# Live Lecture 20

- **Driver**: 2nd alphabetically by first name
- **Proposer**: 3rd alphabetically by first name
- **Reporter**: 1st alphabetically by first name

## Visualization Case Study II: Trends in Global Data

Gapminder is a foundation, based on Sweden, that aims to enhance basic awareness of basic facts about the socioeconomic global world.
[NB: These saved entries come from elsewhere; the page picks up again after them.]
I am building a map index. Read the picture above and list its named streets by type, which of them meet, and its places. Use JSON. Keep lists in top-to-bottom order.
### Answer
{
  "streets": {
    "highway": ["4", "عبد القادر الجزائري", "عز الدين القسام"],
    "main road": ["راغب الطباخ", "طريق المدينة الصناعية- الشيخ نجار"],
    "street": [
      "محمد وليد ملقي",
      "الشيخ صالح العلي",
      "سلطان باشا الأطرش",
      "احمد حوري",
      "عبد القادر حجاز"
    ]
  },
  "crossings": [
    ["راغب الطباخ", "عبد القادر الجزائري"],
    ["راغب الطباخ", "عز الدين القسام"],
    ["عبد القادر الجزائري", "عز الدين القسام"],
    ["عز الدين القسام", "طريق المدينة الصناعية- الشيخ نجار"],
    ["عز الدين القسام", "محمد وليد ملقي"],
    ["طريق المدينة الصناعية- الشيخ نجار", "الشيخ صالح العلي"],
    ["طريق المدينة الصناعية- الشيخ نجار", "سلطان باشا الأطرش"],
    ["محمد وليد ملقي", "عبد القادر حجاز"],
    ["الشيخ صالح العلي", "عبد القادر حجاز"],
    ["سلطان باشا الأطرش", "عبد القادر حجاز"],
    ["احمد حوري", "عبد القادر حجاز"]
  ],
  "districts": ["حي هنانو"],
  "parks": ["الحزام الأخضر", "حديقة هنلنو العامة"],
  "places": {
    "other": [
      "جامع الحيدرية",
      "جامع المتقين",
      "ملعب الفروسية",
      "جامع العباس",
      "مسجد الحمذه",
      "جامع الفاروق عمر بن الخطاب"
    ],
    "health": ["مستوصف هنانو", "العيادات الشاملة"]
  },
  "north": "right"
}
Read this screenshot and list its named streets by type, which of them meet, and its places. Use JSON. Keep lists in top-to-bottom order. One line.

As part of their efforts, they collect detailed statistics on life expectancy, population, and GDP, sometimes going back over many years. 

In this case study, we'll look at an excerpt of the Gapminder data. This excerpt has been packaged up and made available via Jenny Bryan's [`gapminder` repo](https://github.com/jennybc/gapminder) on Github. 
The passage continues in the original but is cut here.